Source | www.infinumgrowth.com | Chithra Vijay
My 7-year-old niece ran up to me complaining, “my mother is making me cry!” After giving her a warm hug, I held her away from me and looked at her. I wondered what would be a befitting response and instinctively took a mildly playful approach.
I said, “Oh, you mean your mother has a remote control for you? And it has a button for your tears and another for your smile?”
I was amused at the instant change in her expression; she looked back at me with slightly widened eyes; I knew something had hit home! I held the silence for her to take in the new angle.
Eventually she said, “No, she doesn’t!”
“Can anyone make you cry?
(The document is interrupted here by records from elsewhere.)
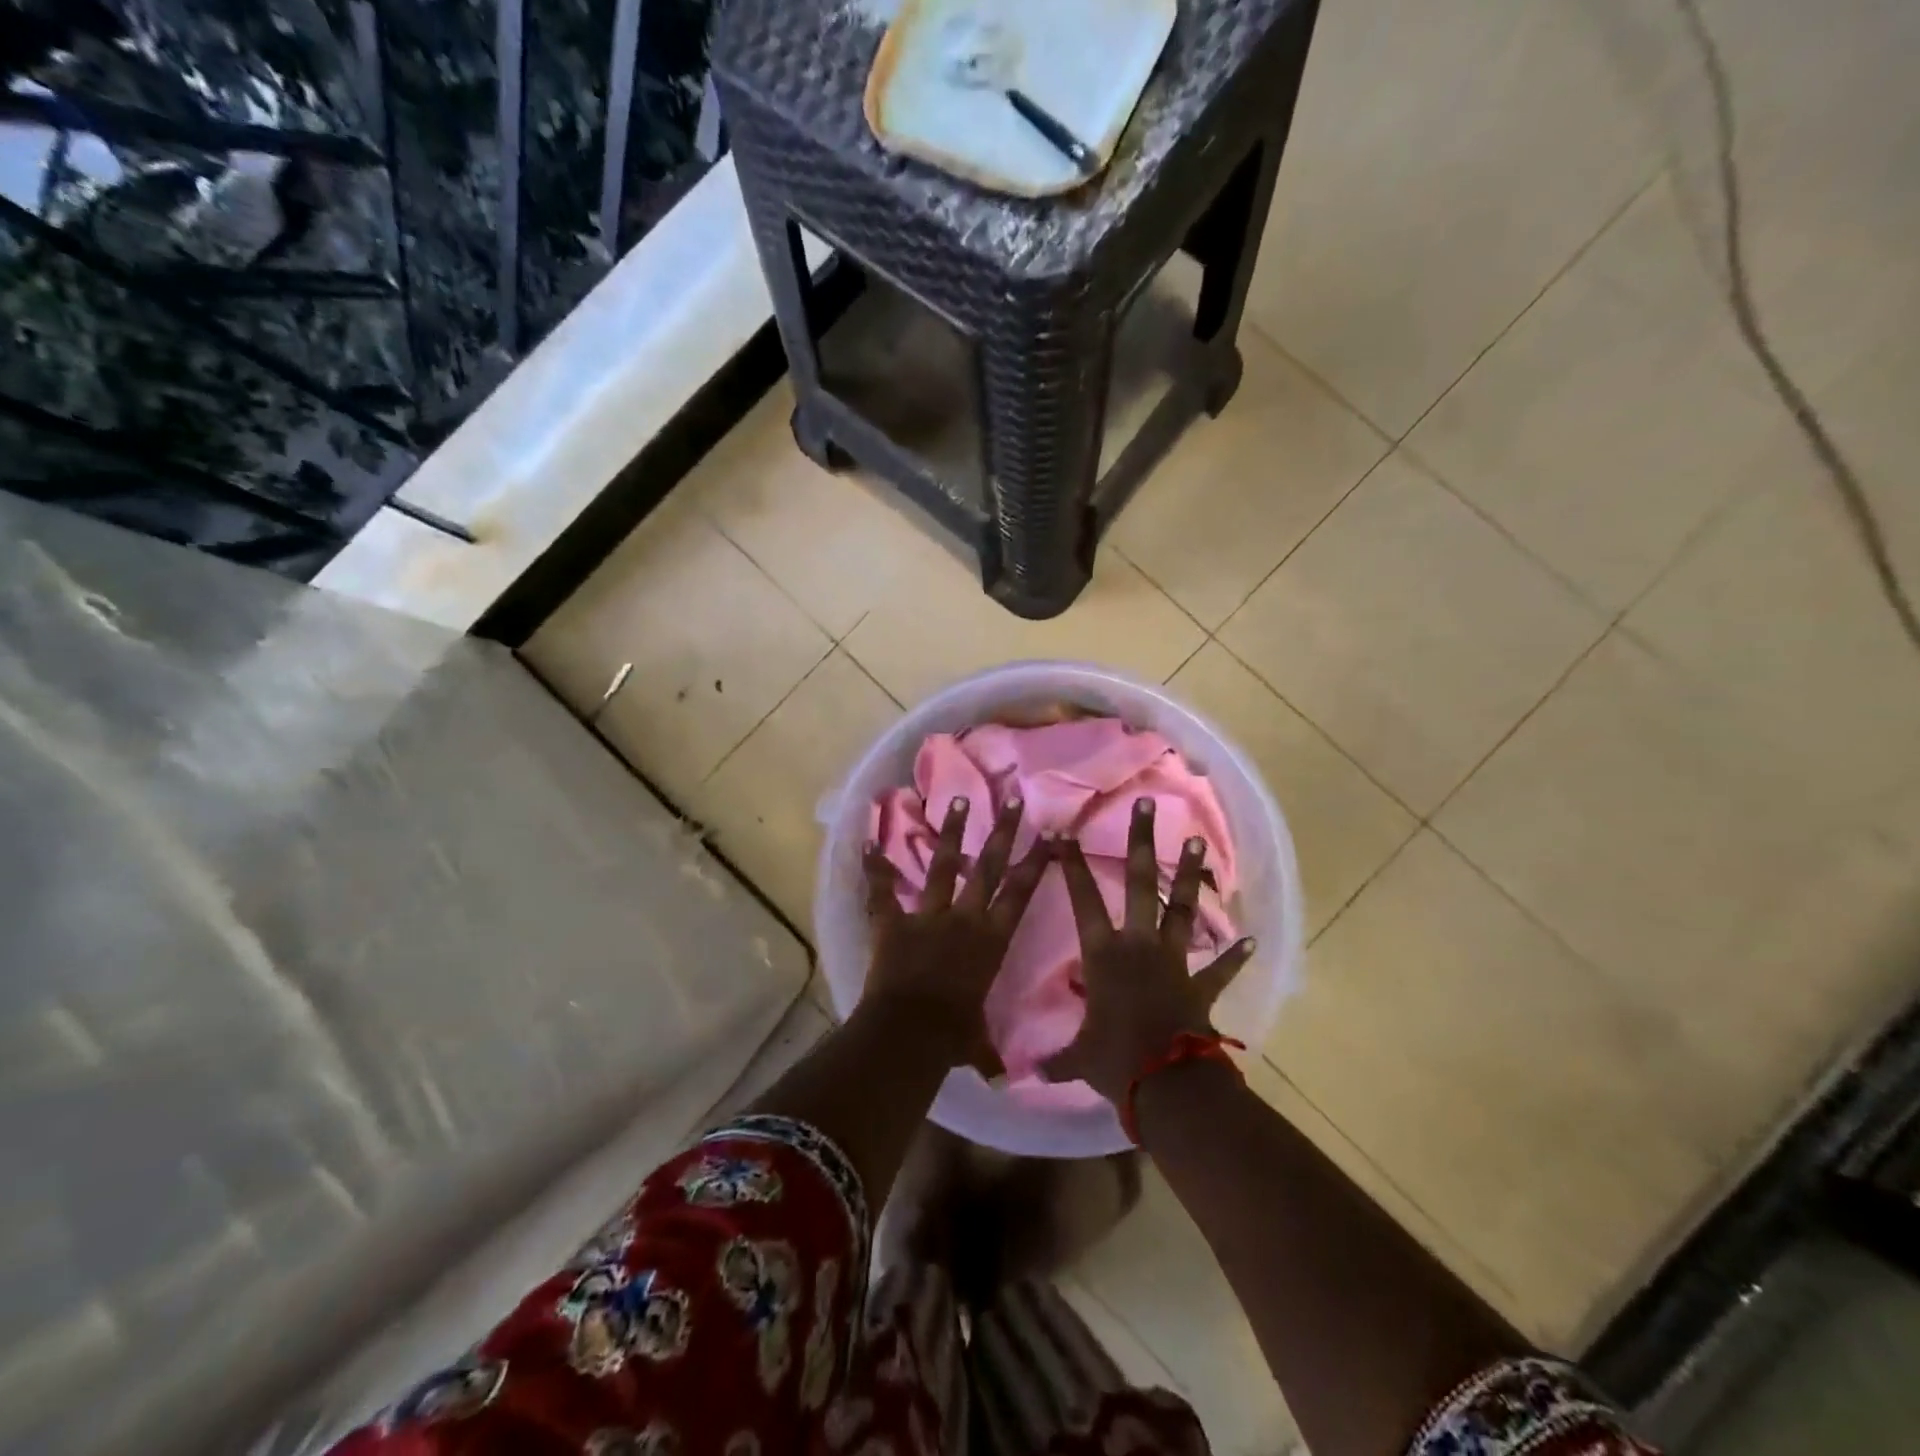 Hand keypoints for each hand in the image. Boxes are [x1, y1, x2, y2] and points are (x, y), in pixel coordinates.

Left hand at [862, 795, 1046, 1072]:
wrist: (911, 1031)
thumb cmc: (953, 1037)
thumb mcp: (977, 1043)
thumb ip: (988, 1054)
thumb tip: (1004, 1081)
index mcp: (991, 940)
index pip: (1021, 893)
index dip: (1037, 863)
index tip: (1051, 836)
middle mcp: (965, 918)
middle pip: (989, 867)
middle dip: (1004, 832)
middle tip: (1015, 800)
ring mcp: (928, 915)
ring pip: (944, 865)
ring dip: (952, 832)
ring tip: (958, 800)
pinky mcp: (893, 922)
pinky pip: (882, 891)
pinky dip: (874, 867)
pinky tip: (867, 840)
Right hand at [1042, 796, 1256, 1103]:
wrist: (1167, 1083)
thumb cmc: (1114, 1060)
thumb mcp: (1078, 1057)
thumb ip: (1055, 1059)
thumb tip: (1023, 1076)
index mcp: (1103, 953)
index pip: (1082, 899)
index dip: (1071, 864)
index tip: (1065, 831)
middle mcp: (1138, 944)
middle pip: (1138, 881)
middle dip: (1141, 841)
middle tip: (1147, 804)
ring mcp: (1174, 960)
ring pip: (1181, 907)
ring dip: (1190, 874)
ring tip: (1198, 840)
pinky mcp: (1201, 984)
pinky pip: (1220, 967)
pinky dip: (1235, 955)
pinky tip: (1252, 939) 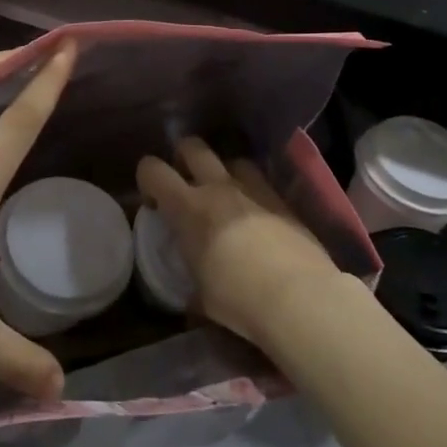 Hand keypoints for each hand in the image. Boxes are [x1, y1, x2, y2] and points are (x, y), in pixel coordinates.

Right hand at [137, 138, 342, 348]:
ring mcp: (255, 190)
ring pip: (232, 160)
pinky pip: (261, 183)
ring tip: (225, 197)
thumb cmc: (239, 299)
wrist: (299, 297)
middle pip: (192, 147)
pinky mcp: (283, 201)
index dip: (146, 179)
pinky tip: (257, 218)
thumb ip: (192, 282)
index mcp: (188, 208)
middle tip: (186, 184)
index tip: (153, 202)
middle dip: (183, 158)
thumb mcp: (202, 296)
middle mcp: (219, 188)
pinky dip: (253, 194)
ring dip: (223, 172)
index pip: (153, 170)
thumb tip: (192, 292)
Or smile?”, I asked.
At this, her frown deepened; I could see her tiny mind processing it.
“No!”, she said.
I paused again and asked her, “Who has the remote control to your tears and smiles?”
She broke into a smile and almost shouted, “I have!!!”
She hugged me again, a quick one this time; and was off to play with her sisters.
We see life as binary – only two options
What this sprightly little girl has learnt at seven, has taken years for me; in fact, I could say, ‘work in progress’, as I still, at times, struggle to find those shades of grey between chance and choice; between losing control and being in total control; between despair and hope!
It’s interesting that we think of situations in terms of either/or, black/white, yes/no, flight/fight! Is it probably because it’s straightforward and uncomplicated? Or perhaps because we swallowed our opposites in kindergarten so wholesomely? – big/small, happy/sad, fat/thin, pretty /ugly!